#### [The problem]
Scan the records below. Report the number of lines containing the word "moveTo", and nothing more.

#### [Material for the task]
^^^^

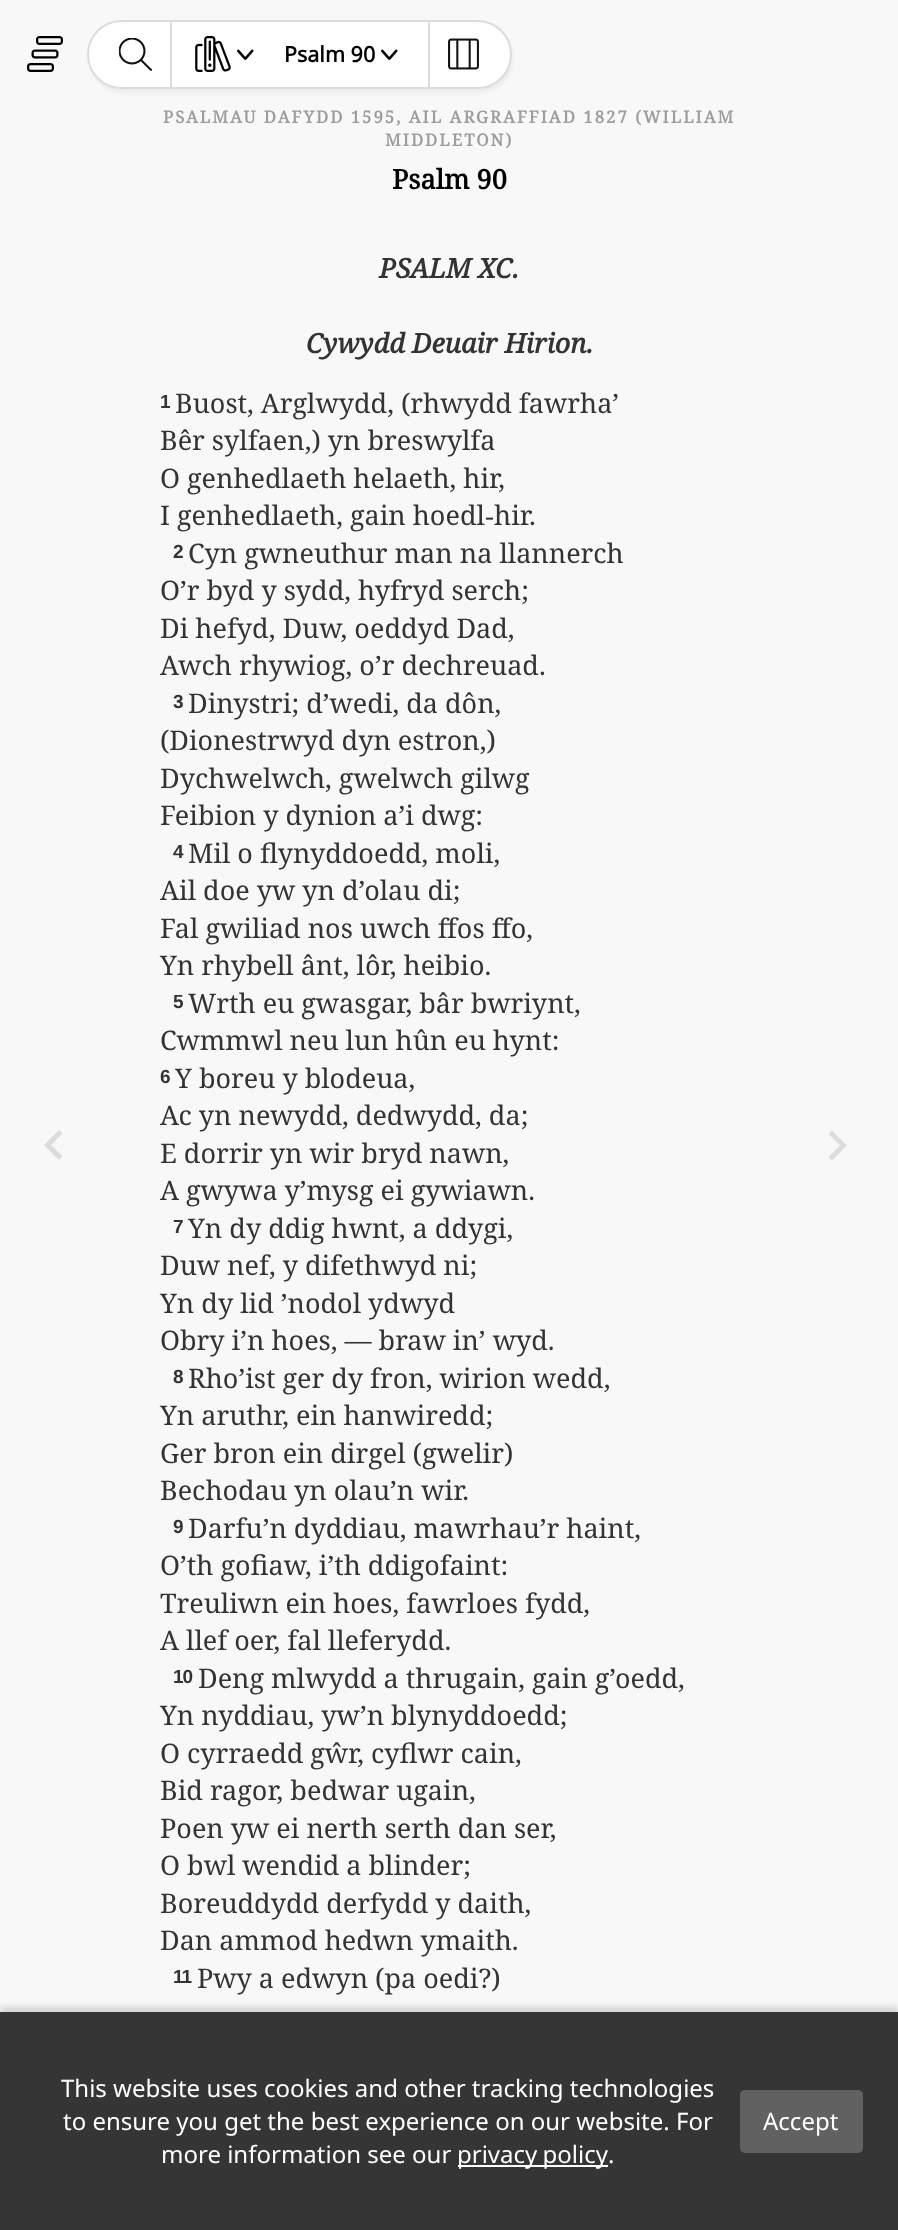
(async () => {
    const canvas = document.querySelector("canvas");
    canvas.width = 898;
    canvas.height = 2230;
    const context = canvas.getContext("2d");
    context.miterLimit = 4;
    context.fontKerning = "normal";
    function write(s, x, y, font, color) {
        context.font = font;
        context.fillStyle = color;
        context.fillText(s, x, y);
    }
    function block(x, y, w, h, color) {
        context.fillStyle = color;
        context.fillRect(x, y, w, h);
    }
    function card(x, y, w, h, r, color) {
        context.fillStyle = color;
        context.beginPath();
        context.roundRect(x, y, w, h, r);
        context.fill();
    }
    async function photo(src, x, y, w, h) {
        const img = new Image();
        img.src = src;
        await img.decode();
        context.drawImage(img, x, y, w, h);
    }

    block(0, 0, 898, 2230, "rgb(248, 248, 248)");
    await photo("media/1.png", 27, 36, 36, 36);
    context.fillStyle = "rgba(0, 0, 0, 0.05)";
    context.filter = "blur(2px)";
    context.beginPath();
    context.roundRect(89, 24, 424, 69, 34.5);
    context.fill();
    context.filter = "none";
    context.fillStyle = "rgb(255, 255, 255)";
    context.beginPath();
    context.roundRect(88, 21, 423, 67, 33.5);
    context.fill();
    context.strokeStyle = "rgb(220, 220, 220)";
    context.lineWidth = 2;
    context.stroke();
    block(170, 21, 2, 66, "rgb(220, 220, 220)");
    await photo("media/2.png", 119, 38, 33, 33);
    await photo("media/3.png", 195, 36, 36, 36);
    await photo("media/4.png", 237, 49, 17, 11);
    write("Psalm 90", 284, 62, "bold 21.5px Noto Sans", "rgb(0, 0, 0)");
    await photo("media/4.png", 381, 49, 17, 11);
    block(428, 21, 2, 66, "rgb(220, 220, 220)");
    await photo("media/5.png", 448, 38, 31, 32);
    context.beginPath();
    context.moveTo(62.5, 1156);
    context.lineTo(51, 1145);
    context.lineTo(62.5, 1133.5);
    context.lineTo(59, 1130);
    context.lineTo(44, 1145);
    context.lineTo(59, 1160);
    context.closePath();
    context.fill();
    context.letterSpacing = "2px";
    write("PSALMAU DAFYDD 1595, AIL ARGRAFFIAD 1827 (WILLIAM", 163, 123, "bold 16.8px Noto Serif", "rgb(157, 157, 157)");
    write("MIDDLETON)", 385, 146, "bold 16.8px Noto Serif", "rgb(157, 157, 157)");
    context.letterSpacing = "0px";
    write("Psalm 90", 392, 189, "bold 27px Noto Serif", "rgb(0, 0, 0)");
    write("PSALM XC.", 379, 278, "italic bold 27px Noto Serif", "rgb(51, 51, 51)");
    write("Cywydd Deuair Hirion.", 306, 353, "italic bold 27px Noto Serif", "rgb(51, 51, 51)");
    context.letterSpacing = "-1px";
    write("1", 160, 408, "bold 19px Liberation Sans", "rgb(51, 51, 51)");
    context.letterSpacing = "0px";
    write("Buost, Arglwydd, (rhwydd fawrha’", 175, 413, "27px Noto Serif", "rgb(51, 51, 51)");
    write("Bêr sylfaen,) yn breswylfa", 160, 450, "27px Noto Serif", "rgb(51, 51, 51)");
    write("O genhedlaeth helaeth, hir,", 160, 488, "27px Noto Serif", "rgb(51, 51, 51)");
    write("I genhedlaeth, gain hoedl", 160, 525, "27px Noto Serif", "rgb(51, 51, 51)");
    write("‐", 485, 525, "27px Liberation Serif", "rgb(51, 51, 51)");
    write("hir.", 494, 525, "27px Noto Serif", "rgb(51, 51, 51)");
    context.letterSpacing = "-1px";
    write("2", 173, 558, "bold 19px Liberation Sans", "rgb(51, 51, 51)");
    context.letterSpacing = "0px";
    write("Cyn gwneuthur man na llannerch", 188, 563, "27px Noto Serif", "rgb(51, 51, 51)");
    write("O’r byd y sydd, hyfryd serch;", 160, 600, "27px Noto Serif", "rgb(51, 51, 51)");
    write("Di hefyd, Duw, oeddyd Dad,", 160, 638, "27px Noto Serif", "rgb(51, 51, 51)");
    write("Awch rhywiog, o’r dechreuad.", 160, 675, "27px Noto Serif", "rgb(51, 51, 51)");
    context.letterSpacing = "-1px";
    write("3", 173, 708, "bold 19px Liberation Sans", "rgb(51, 51, 51)");
    context.letterSpacing = "0px";
    write("Dinystri; d’wedi, da dôn,", 188, 713, "27px Noto Serif", "rgb(51, 51, 51)");
    write("(Dionestrwyd dyn estron,)", 160, 750, "27px Noto Serif", "rgb(51, 51, 51)");
    write("Dychwelwch, gwelwch gilwg", 160, 788, "27px Noto Serif", "rgb(51, 51, 51)");
    write("Feibion y dynion a’i dwg:", 160, 825, "27px Noto Serif", "rgb(51, 51, 51)");
    context.letterSpacing = "-1px";
    write("4", 173, 858, "bold 19px Liberation Sans", "rgb(51, 51, 51)");
    context.letterSpacing = "0px";
    write("Mil o flynyddoedd, moli,", 188, 863, "27px Noto Serif", "rgb(51, 51, 51)");
    write("Ail doe yw yn d’olau di;", 160, 900, "27px Noto Serif", "rgb(51, 51, 51)");
    write("Fal gwiliad nos uwch ffos ffo,", 160, 938, "27px Noto Serif", "rgb(51, 51, 51)");
    write("Yn rhybell ânt, lôr, heibio.", 160, 975, "27px Noto Serif", "rgb(51, 51, 51)");
    context.letterSpacing = "-1px";
    write("5", 173, 1008, "bold 19px Liberation Sans", "rgb(51, 51, 51)");
    context.letterSpacing = "0px";
    write("Wrth eu gwasgar, bâr bwriynt,", 188, 1013, "27px Noto Serif", "rgb(51, 51, 51)");
    write("Cwmmwl neu lun hûn eu hynt:", 160, 1050, "27px Noto Serif", "rgb(51, 51, 51)");
    context.letterSpacing = "-1px";
    write("6", 160, 1083, "bold 19px Liberation Sans", "rgb(51, 51, 51)");
    context.letterSpacing = "0px";
    write("Y boreu y blodeua,", 175, 1088, "27px Noto Serif", "rgb(51, 51, 51)");
    write("Ac yn newydd, dedwydd, da;", 160, 1125, "27px Noto Serif", "rgb(51, 51, 51)");
    write("E dorrir yn wir bryd nawn,", 160, 1163, "27px Noto Serif", "rgb(51, 51, 51)");
    write("A gwywa y’mysg ei gywiawn.", 160, 1200, "27px Noto Serif", "rgb(51, 51, 51)");
    context.letterSpacing = "-1px";
    write("7", 173, 1233, "bold 19px Liberation Sans", "rgb(51, 51, 51)");
    context.letterSpacing = "0px";
    write("Yn dy ddig hwnt, a ddygi,", 188, 1238, "27px Noto Serif", "rgb(51, 51, 51)");
    write("Duw nef, y difethwyd ni;", 160, 1275, "27px Noto Serif", "rgb(51, 51, 51)");
    write("Yn dy lid ’nodol ydwyd", 160, 1313, "27px Noto Serif", "rgb(51, 51, 51)");
    write("Obry i’n hoes, — braw in’ wyd.", 160, 1350, "27px Noto Serif", "rgb(51, 51, 51)");
    context.letterSpacing = "-1px";
    write("8", 173, 1383, "bold 19px Liberation Sans", "rgb(51, 51, 51)");
    context.letterSpacing = "0px";
    write("Rho’ist ger dy fron, wirion wedd,", 188, 1388, "27px Noto Serif", "rgb(51, 51, 51)");
    write("Yn aruthr, ein hanwiredd;", 160, 1425, "27px Noto Serif", "rgb(51, 51, 51)");
    write("Ger bron ein dirgel (gwelir)", 160, 1463, "27px Noto Serif", "rgb(51, 51, 51)");
    write("Bechodau yn olau’n wir.", 160, 1500, "27px Noto Serif", "rgb(51, 51, 51)");
    context.letterSpacing = "-1px";
    write("9", 173, 1533, "bold 19px Liberation Sans", "rgb(51, 51, 51)");
    context.letterSpacing = "0px";
    write("Darfu’n dyddiau, mawrhau’r haint,", 188, 1538, "27px Noto Serif", "rgb(51, 51, 51)");
    write("O’th gofiaw, i’th ddigofaint:", 160, 1575, "27px Noto Serif", "rgb(51, 51, 51)");
    write("Treuliwn ein hoes, fawrloes fydd,", 160, 1613, "27px Noto Serif", "rgb(51, 51, 51)");
    write("A llef oer, fal lleferydd.", 160, 1650, "27px Noto Serif", "rgb(51, 51, 51)");
    context.letterSpacing = "-1px";
    write("10", 173, 1683, "bold 19px Liberation Sans", "rgb(51, 51, 51)");
    context.letterSpacing = "0px";
    write("Deng mlwydd a thrugain, gain g’oedd,", 198, 1688, "27px Noto Serif", "rgb(51, 51, 51)");
    write("Yn nyddiau, yw’n blynyddoedd;", 160, 1725, "27px Noto Serif", "rgb(51, 51, 51)");
    write("O cyrraedd gŵr, cyflwr cain,", 160, 1763, "27px Noto Serif", "rgb(51, 51, 51)");
    write("Bid ragor, bedwar ugain,", 160, 1800, "27px Noto Serif", "rgb(51, 51, 51)");
    write("Poen yw ei nerth serth dan ser,", 160, 1838, "27px Noto Serif", "rgb(51, 51, 51)");
    write("O bwl wendid a blinder;", 160, 1875, "27px Noto Serif", "rgb(51, 51, 51)");
    write("Boreuddydd derfydd y daith,", 160, 1913, "27px Noto Serif", "rgb(51, 51, 51)");
    write("Dan ammod hedwn ymaith.", 160, 1950, "27px Noto Serif", "rgb(51, 51, 51)");
    context.letterSpacing = "-1px";
    write("11", 173, 1983, "bold 19px Liberation Sans", "rgb(51, 51, 51)");
    context.letterSpacing = "0px";
    write("Pwy a edwyn (pa oedi?)", 197, 1988, "27px Noto Serif", "rgb(51, 51, 51)");
    context.fillStyle = "rgb(220, 220, 220)";
    context.beginPath();
    context.moveTo(828.5, 1157);
    context.lineTo(840, 1145.5);
    context.lineTo(828.5, 1134);
    context.lineTo(832, 1130.5);
    context.lineTo(847, 1145.5);
    context.lineTo(832, 1160.5);
    context.closePath();
    context.fill();
    context.fillStyle = "rgba(0, 0, 0, 0.15)";
    context.filter = "blur(3px)";
    context.beginPath();
    context.rect(0, 2007, 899, 219);
    context.fill();
    context.filter = "none";
    block(0, 2012, 898, 218, "rgb(53, 53, 53)");
    write("This website uses cookies and other tracking technologies", 61, 2097, "24px Noto Sans", "rgb(255, 255, 255)");
    write("to ensure you get the best experience on our website. For", 63, 2130, "24px Noto Sans", "rgb(255, 255, 255)");
    write("more information see our", 161, 2163, "24px Noto Sans", "rgb(255, 255, 255)");
    block(458, 2165, 150, 2, "rgb(255, 255, 255)");
    context.wordSpacing = "-1px";
    write("privacy policy", 457, 2163, "24px Noto Sans", "rgb(255, 255, 255)");
    context.wordSpacing = "0px";
    write(".", 608, 2163, "24px Noto Sans", "rgb(255, 255, 255)");
    card(740, 2090, 123, 63, 5, "rgb(97, 97, 97)");
    write("Accept", 763, 2130, "24px Noto Sans", "rgb(255, 255, 255)");
})();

^^^^

#### [Exercise result]
2